Jackson spent the next 20 minutes absorbing the blame for everything that happened the day before when his offense, which entered the weekend ranked No. 5 in the NFL, posted some historically low numbers.

“At the end of the day I have to go back and take a good look at me,” Jackson said. “Make sure you’re giving the players a chance to have success. Obviously I didn’t do a good enough job. We didn’t score any points. Not ‘enough,’ we didn’t score ‘any’ points. They won in every facet of the game against us. That’s not us. It’s not who we are. It’s not who we’ve become. It’s my job that I make sure that I get that squared away with our offensive unit.”

The Bengals didn’t get a first down until late in the second quarter and didn’t cross midfield until their next-to-last possession. They were 1-for-13 on third down and had just 47 yards on 38 plays through three quarters.

Their final tally of 135 yards marked the ninth-lowest total in franchise history, as did the 32 rushing yards which came on only 12 attempts.

“I’d be the first to tell you I think I’ve got to call it more,” Jackson said of the run. “Sometimes you just have to be stubborn enough to do it. You’ve got to give guys an opportunity.”

Jackson even took the heat for a Cincinnati defense that surrendered 506 yards against the league’s No. 1-ranked offense.

“I looked from where I was, and I was pissed,” he said. “I was pissed for our defense because we left them out there quite a bit. We were three-and-out I don’t know how many times. It seemed like every time you turned around, it was three-and-out and here comes the defense back out there. That’s not how you play as a team. Our job is to protect them and their job is to protect us and we both try to protect special teams. So we didn’t do our part yesterday and we understand that.”

The yardage allowed to yardage gained differential of 371 yards was the third largest in team history (456 in a 34-0 loss to Oakland in 1968 and 376 in a 37-3 defeat at Kansas City in the season finale in 2005 when head coach Marvin Lewis rested his starters).

But as disappointed and angry as Jackson is with the performance, he is urging calm and commitment moving forward.

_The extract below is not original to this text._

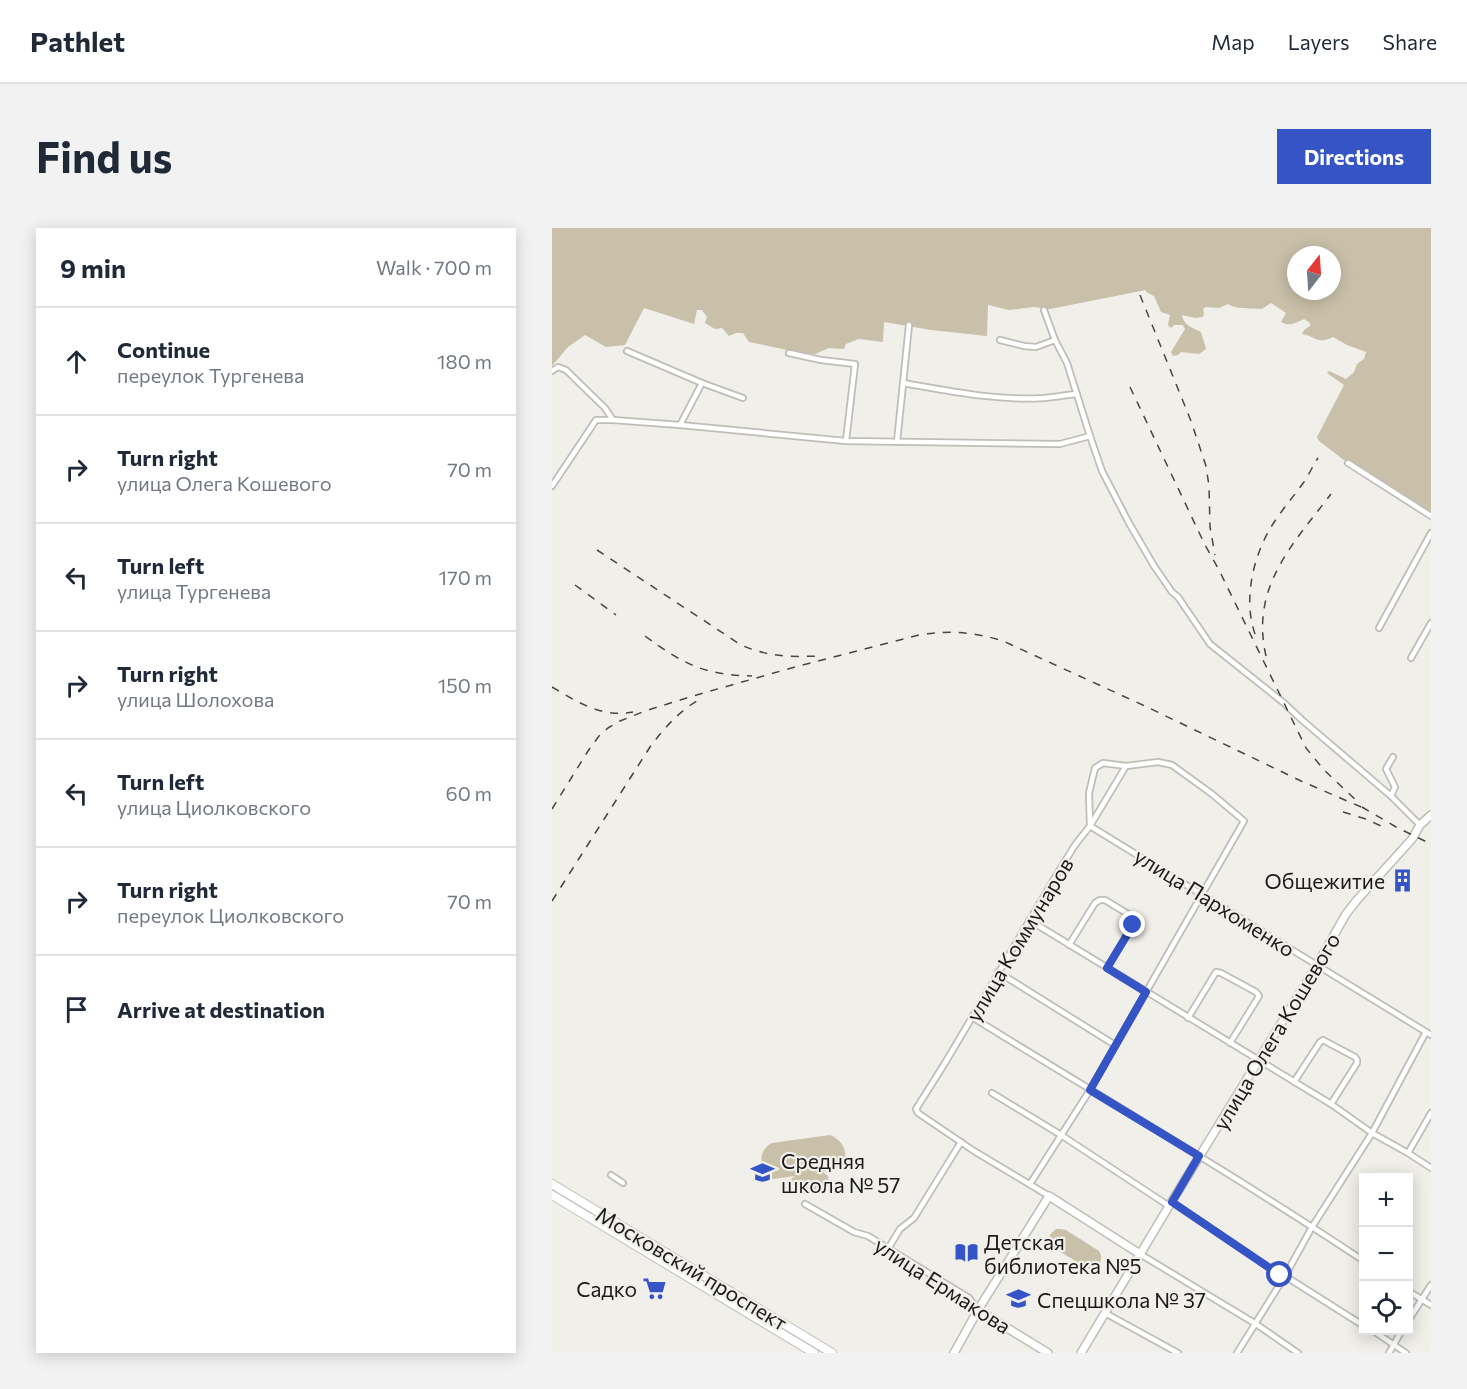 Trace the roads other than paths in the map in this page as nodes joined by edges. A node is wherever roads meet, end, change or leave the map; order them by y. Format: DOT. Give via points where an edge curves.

“It’s not the time for panic,” he said “It’s not time for anybody to jump off the reservation. We’ve got some work to do. A lot of it is attitude. It’s mindset, it’s determination, it’s will. It’s your foundational belief. I’m sure if you talk to any one of players, they’ll say they never thought that was coming. They didn’t see that happening. I didn’t, either. But it did. So what are you going to do about it now?

“We’ve got to look at it for what it is, understand it, have it not happen again and understand that we have a huge game coming up this week against Baltimore.”

REPORT CARD VS. COLTS

PASSING OFFENSE: F — The receivers weren’t open, the quarterback wasn’t accurate and the offensive line struggled to block. Other than that, things were fine.

RUSHING OFFENSE: F — Twelve carries for 32 yards pretty much says it all. The Bengals had to abandon the run in the second half when the deficit started mounting, but in the first half when the score was a manageable 10-0, they rushed eight times for 12 yards.

PASS DEFENSE: D — Andrew Luck is as good as there is in the league, but this defense has proven in the past it can shut down the best of the best. Five Indianapolis receivers had catches of at least 20 yards.

RUSH DEFENSE: D — With so much attention focused on stopping Luck and the league’s No. 1-ranked passing game, it was expected the Bengals might have to sacrifice a little against the run. But 171 yards are more than a little.

SPECIAL TEAMS: B — Punter Kevin Huber was tremendous, averaging 50.7 yards per boot, including a season-long 63-yarder. The coverage team also played well, as only two of Huber’s franchise record-tying 11 punts were returned, and they went for an average of 6.5 yards.

COACHING: D-minus – The Bengals were without their best offensive player, A.J. Green, for a second consecutive game and their best defensive player, Vontaze Burfict, left early yet again, something that is bound to hamstring a coaching staff. But the Colts looked as though they knew every play call, and whatever adjustments the Bengals may have attempted certainly didn’t work.